One of the basic techniques to achieve fault tolerance is the cold standby approach. The system consists of an active primary site and a set of passive backup sites, which store the list of operations performed by the primary site and periodically store checkpoints of its state. This paper presents an analytic model to describe the behavior of certain types of cold standby systems; the goal is to study the effect of a fault-tolerance technique on the response time of the system. The method is based on the machine repairman model. The model is used to analyze how the average response time is affected by different repair techniques, by the frequency of checkpointing, and by the degree of replication. The results give some insight into the circumstances under which replication and checkpointing really improve the average response time (not too often, according to this model).
I have a minor remark concerning the performance metrics.
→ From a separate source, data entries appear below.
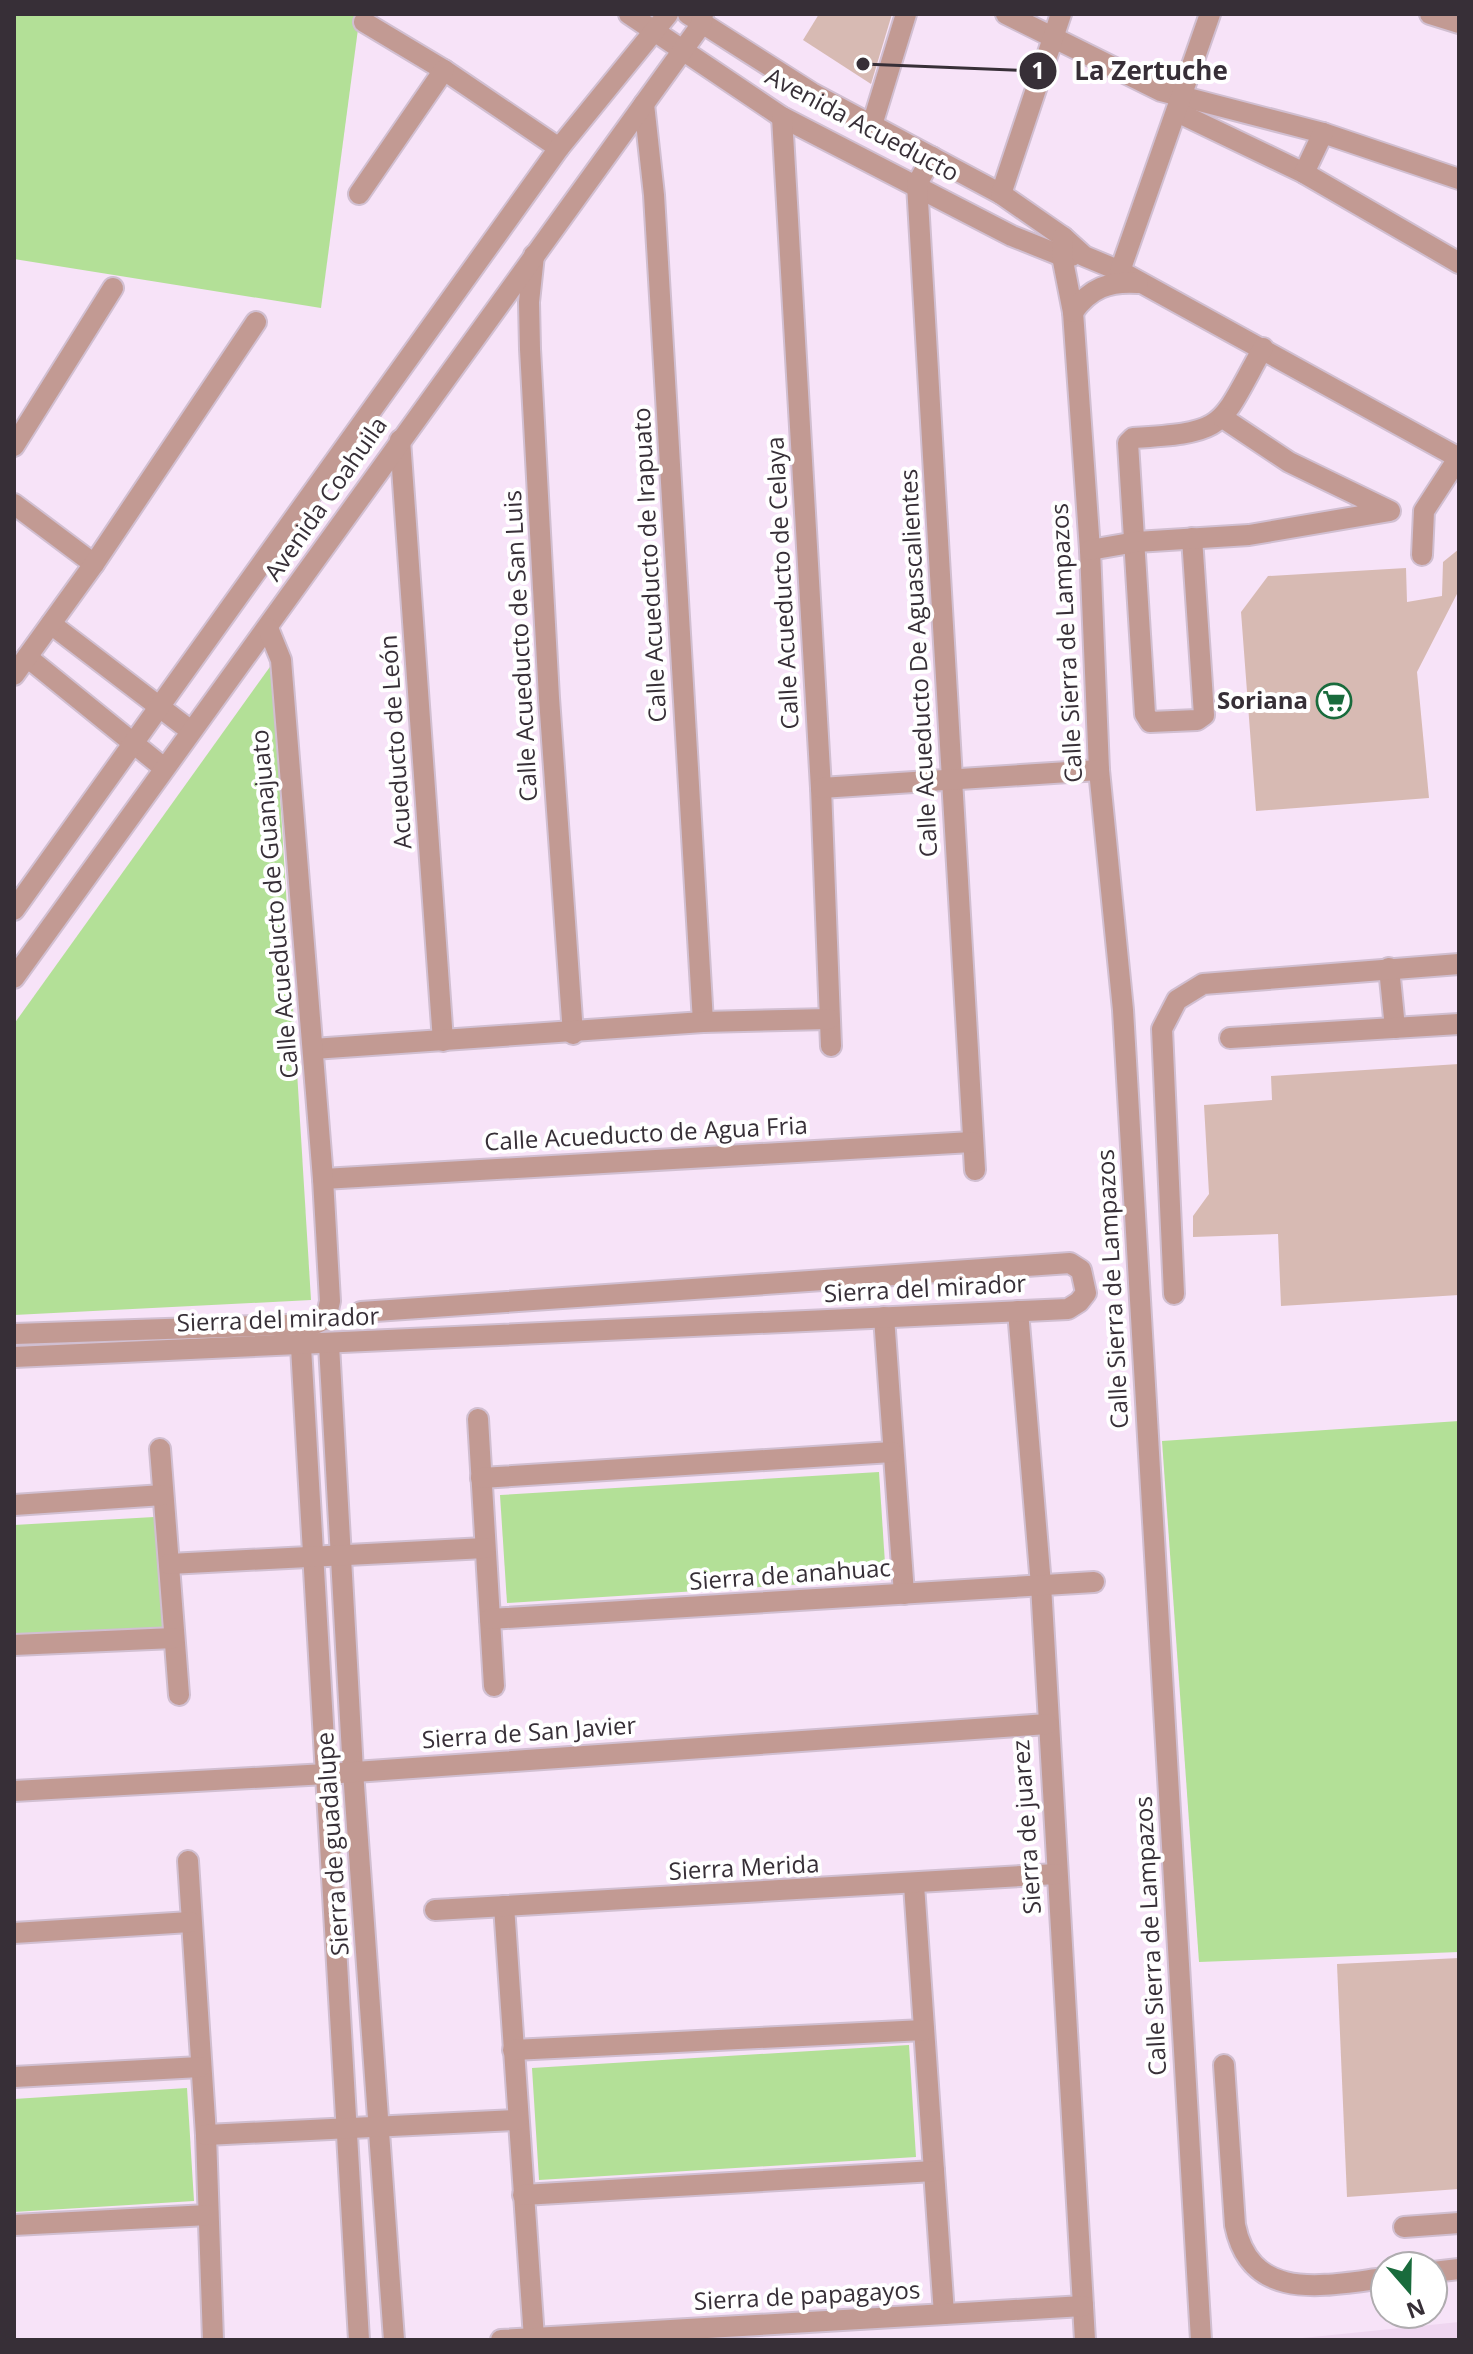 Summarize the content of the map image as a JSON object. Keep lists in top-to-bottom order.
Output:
{
  "streets": {
    "street": [
      "Avenida Acueducto",
      "Avenida Coahuila",
      "Calle Acueducto de Irapuato",
      "Calle Acueducto de Celaya",
      "Calle Sierra de Lampazos",
      "Calle Acueducto de San Luis",
      "Calle Acueducto De Aguascalientes",
      "Acueducto de León",
      "Calle Acueducto de Guanajuato",
      "Calle Acueducto de Agua Fria",
      "Sierra del mirador",
      "Sierra de anahuac",
      "Sierra de San Javier",
      "Sierra de juarez",
      "Sierra de guadalupe",
      "Sierra Merida",
      "Sierra de papagayos"
    ]
  },
  "crossings": [
    ["Avenida Acueducto", "Avenida Coahuila"],
    ["Avenida Acueducto", "Calle Acueducto de Celaya"],
    ["Avenida Acueducto", "Calle Sierra de Lampazos"],
    ["Avenida Acueducto", "Calle Acueducto De Aguascalientes"],
    ["Avenida Coahuila", "Calle Acueducto de Irapuato"],
    ["Avenida Coahuila", "Calle Acueducto de San Luis"],
    ["Avenida Coahuila", "Acueducto de León"],
    ["Avenida Coahuila", "Calle Acueducto de Guanajuato"],
    ["Calle Acueducto De Aguascalientes", "Calle Acueducto de Agua Fria"],
    ["Calle Acueducto de Guanajuato", "Calle Acueducto de Agua Fria"],
    ["Calle Acueducto de Guanajuato", "Sierra del mirador"],
    ["Sierra del mirador", "Sierra de juarez"],
    ["Sierra del mirador", "Sierra de guadalupe"],
    ["Sierra de anahuac", "Sierra de juarez"],
    ["Sierra de San Javier", "Sierra de juarez"],
    ["Sierra de San Javier", "Sierra de guadalupe"],
    ["Sierra de juarez", "Sierra Merida"],
    ["Sierra de juarez", "Sierra de papagayos"]
  ],
  "places": {
    "other": ["La Zertuche"],
    "supermarket": ["Soriana"]
  },
  "north": "bottom"
}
In a situation like this, involving long intervals (days, weeks, or years) with short response times (less than a second), and short intervals (hours) with long response times (hours), the average response time contains little information of any relevance; it would be far better to stress the effects of the various techniques on the length of intervals between failures, on the repair times, and on the average response times during the normal operation (which includes the checkpointing overhead). To be fair, these metrics are also contained in the paper, but only as intermediate results.
The paper is easy to read for anyone with some basic knowledge of stochastics. Some of the remarks and discussions are trivial, but they probably help readers who are not familiar with the topic. The validity of the results is treated rather superficially.